El empleo de testigos protegidos ha cobrado relevancia en años recientes, a la par del desarrollo de la guerra contra el narcotráfico emprendida por el calderonismo hace 36 meses. De 2002 a 2009, la PGR cuadruplicó el número de estos colaboradores –de 99 a 411–, cuyas declaraciones sustentan muchos procesos que se siguen contra miembros de los cárteles de la droga. También han sido elementos claves para las pesquisas realizadas en el contexto de la Operación Limpieza contra funcionarios federales presuntamente coludidos con el narco.
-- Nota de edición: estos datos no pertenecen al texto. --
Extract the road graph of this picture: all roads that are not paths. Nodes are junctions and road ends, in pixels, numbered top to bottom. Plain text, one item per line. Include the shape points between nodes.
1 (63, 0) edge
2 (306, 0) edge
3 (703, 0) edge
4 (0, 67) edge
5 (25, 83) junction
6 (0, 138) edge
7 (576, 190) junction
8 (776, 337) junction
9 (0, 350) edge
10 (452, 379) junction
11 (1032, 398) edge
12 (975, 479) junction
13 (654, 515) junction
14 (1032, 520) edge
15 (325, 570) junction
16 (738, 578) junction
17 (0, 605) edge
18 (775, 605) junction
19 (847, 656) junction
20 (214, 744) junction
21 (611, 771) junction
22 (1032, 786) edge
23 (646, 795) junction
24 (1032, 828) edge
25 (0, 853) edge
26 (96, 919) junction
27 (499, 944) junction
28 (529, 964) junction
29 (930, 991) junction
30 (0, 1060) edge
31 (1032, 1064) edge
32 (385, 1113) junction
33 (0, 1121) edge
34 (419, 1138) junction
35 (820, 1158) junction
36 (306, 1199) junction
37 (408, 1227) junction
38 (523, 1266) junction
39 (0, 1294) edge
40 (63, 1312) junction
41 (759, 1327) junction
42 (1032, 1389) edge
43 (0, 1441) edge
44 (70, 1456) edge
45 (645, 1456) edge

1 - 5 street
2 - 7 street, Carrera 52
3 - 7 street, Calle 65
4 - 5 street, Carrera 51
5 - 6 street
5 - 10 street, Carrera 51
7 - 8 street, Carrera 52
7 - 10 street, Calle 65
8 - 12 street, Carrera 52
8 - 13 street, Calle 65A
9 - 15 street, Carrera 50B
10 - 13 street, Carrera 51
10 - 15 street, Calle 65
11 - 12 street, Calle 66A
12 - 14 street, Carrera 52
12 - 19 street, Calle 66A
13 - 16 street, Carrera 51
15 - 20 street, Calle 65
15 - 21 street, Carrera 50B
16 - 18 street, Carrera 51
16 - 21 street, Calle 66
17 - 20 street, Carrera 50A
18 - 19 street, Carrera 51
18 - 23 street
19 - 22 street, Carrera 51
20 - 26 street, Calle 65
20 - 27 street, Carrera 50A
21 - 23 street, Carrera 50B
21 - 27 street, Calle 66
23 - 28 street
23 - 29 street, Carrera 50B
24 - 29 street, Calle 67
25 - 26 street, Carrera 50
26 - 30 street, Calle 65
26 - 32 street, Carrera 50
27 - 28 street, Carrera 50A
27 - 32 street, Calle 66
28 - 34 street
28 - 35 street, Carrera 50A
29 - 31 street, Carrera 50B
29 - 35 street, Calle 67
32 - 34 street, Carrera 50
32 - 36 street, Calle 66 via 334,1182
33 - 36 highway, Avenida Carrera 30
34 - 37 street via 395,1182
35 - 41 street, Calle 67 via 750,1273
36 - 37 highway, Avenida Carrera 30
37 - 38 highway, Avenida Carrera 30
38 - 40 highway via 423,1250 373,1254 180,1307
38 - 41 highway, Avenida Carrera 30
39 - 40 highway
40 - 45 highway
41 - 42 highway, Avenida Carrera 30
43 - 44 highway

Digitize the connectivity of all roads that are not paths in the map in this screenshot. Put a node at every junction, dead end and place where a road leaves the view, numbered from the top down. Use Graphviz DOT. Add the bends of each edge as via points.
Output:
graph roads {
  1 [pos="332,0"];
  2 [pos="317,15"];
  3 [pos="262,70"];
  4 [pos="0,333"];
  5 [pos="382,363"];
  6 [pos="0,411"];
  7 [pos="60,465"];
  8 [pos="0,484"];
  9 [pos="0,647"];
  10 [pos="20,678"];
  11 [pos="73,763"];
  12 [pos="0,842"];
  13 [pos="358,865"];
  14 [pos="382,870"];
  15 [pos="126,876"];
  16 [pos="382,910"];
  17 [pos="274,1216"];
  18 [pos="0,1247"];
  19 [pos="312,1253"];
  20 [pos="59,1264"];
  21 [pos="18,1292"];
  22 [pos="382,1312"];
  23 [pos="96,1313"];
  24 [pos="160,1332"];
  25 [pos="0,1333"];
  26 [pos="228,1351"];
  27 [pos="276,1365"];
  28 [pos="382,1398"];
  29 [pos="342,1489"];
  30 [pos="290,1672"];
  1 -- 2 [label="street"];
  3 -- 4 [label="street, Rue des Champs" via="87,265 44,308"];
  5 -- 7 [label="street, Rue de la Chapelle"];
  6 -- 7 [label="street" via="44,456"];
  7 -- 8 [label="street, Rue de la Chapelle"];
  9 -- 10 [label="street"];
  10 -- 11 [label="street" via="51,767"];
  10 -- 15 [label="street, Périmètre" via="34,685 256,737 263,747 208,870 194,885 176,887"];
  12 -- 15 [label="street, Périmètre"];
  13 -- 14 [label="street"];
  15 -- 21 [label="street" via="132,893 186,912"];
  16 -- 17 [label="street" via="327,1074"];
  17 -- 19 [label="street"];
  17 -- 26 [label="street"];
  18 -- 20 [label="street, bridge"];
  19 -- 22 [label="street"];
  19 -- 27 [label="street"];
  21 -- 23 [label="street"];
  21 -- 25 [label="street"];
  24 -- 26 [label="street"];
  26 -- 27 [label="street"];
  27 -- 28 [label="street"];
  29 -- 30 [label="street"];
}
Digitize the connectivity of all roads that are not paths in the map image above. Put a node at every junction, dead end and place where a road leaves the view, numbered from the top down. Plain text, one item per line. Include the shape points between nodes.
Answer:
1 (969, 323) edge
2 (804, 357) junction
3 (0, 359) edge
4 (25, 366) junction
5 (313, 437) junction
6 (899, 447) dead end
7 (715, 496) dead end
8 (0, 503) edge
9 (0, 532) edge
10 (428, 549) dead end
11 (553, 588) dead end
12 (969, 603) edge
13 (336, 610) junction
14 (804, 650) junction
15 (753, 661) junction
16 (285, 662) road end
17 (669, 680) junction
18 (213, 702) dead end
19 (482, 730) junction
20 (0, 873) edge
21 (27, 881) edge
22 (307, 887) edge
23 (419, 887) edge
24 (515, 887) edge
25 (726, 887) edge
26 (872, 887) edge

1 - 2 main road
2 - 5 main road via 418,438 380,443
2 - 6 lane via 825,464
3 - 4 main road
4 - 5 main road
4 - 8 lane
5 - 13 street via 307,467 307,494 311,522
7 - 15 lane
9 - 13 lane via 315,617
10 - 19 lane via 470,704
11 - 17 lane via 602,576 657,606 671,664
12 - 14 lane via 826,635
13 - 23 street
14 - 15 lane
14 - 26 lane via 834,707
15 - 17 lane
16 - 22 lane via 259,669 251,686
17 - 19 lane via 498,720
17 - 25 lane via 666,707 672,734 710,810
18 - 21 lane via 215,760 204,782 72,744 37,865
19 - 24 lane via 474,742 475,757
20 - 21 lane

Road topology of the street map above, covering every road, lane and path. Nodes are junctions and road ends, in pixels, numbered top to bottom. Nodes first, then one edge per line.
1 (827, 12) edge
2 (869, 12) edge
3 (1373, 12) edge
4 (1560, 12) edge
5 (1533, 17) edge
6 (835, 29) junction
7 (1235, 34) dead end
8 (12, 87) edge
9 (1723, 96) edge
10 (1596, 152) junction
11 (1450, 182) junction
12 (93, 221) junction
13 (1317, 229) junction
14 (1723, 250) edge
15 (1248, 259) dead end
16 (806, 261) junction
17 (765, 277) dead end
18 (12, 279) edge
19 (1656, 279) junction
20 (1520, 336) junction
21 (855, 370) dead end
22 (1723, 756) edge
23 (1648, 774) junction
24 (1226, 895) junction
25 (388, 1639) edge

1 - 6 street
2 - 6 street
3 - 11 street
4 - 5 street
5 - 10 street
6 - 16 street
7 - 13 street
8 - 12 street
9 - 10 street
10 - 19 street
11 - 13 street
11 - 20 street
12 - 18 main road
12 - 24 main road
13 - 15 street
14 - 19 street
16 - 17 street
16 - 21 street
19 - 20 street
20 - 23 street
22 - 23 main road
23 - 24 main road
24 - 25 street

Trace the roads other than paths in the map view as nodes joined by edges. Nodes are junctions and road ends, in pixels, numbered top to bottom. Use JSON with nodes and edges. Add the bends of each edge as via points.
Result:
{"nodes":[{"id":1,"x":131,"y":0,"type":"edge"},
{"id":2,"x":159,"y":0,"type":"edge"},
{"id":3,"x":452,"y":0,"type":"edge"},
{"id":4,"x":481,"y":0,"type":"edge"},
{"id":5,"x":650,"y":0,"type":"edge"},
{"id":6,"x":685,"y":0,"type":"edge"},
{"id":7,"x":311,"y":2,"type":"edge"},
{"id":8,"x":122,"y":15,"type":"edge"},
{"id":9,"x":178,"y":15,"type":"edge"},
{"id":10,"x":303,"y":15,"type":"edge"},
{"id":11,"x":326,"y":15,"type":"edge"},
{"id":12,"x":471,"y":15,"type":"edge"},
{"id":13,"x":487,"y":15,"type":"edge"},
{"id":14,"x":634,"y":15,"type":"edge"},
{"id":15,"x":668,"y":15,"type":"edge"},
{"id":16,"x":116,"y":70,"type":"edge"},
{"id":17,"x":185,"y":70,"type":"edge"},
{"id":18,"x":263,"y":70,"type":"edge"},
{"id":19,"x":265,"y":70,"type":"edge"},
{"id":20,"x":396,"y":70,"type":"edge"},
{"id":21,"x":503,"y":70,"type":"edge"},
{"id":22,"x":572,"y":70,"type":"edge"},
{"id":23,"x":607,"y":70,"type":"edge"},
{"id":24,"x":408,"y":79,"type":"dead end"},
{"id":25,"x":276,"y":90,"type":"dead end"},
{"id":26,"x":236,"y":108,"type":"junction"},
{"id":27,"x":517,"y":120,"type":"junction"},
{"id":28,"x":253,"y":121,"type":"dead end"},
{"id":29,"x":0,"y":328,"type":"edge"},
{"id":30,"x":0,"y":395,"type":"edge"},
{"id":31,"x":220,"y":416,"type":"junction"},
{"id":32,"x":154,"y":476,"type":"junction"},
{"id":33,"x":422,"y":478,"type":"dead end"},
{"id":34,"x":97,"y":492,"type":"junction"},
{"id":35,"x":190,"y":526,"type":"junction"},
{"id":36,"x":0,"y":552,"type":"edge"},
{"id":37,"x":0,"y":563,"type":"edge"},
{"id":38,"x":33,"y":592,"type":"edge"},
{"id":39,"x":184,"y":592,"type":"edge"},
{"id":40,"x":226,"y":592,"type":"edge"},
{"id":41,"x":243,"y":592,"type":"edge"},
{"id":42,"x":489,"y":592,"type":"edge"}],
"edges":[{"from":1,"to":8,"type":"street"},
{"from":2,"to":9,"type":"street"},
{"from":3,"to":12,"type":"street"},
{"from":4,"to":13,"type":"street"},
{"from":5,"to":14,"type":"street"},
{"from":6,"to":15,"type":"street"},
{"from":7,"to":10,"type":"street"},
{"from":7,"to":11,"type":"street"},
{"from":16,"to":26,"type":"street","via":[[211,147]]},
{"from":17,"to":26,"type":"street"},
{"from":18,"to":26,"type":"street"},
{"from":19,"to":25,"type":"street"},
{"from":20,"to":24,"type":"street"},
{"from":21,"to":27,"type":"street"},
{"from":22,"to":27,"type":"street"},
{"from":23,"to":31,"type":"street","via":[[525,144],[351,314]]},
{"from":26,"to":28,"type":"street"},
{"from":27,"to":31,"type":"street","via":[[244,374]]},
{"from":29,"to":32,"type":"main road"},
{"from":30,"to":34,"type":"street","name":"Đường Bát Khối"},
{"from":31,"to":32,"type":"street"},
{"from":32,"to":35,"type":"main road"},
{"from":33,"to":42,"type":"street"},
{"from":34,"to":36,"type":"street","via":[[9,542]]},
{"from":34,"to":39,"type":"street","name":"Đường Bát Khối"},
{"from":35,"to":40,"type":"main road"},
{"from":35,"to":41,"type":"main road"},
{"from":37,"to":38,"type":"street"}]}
No obstante, y como han señalado distintos especialistas en la materia, el uso abusivo de esa figura jurídica se ha convertido en un pretexto para soslayar las pesquisas policiacas y las labores de inteligencia en el combate al crimen, y plantea el riesgo de que la procuración de justicia en el país obedezca, en última instancia, a traiciones y revanchas entre los distintos grupos delictivos.

Por añadidura, las muertes que se comentan revelan la ausencia de normas sobre la seguridad que las instituciones policiacas deben proporcionar a sus testigos, si es que no implican además una complicidad con las bandas de criminales que se proponen eliminarlos.

Sea como fuere, el actual programa de testigos protegidos acusa severas fisuras y debilidades que deben ser corregidas. No se pretende sostener que las autoridades abandonen del todo estos programas, pero en la medida en que estos testimonios se continúen empleando como un sucedáneo de las acciones de inteligencia policiaca, y mientras no sean acompañados de medidas de saneamiento y moralización de las corporaciones de seguridad pública y procuración de justicia, seguirá latente el riesgo de que estos programas sigan redituando más beneficios a los presuntos delincuentes que a la sociedad. Por lo pronto, según se desprende de los datos mencionados, el actual gobierno ha fallado en esta tarea.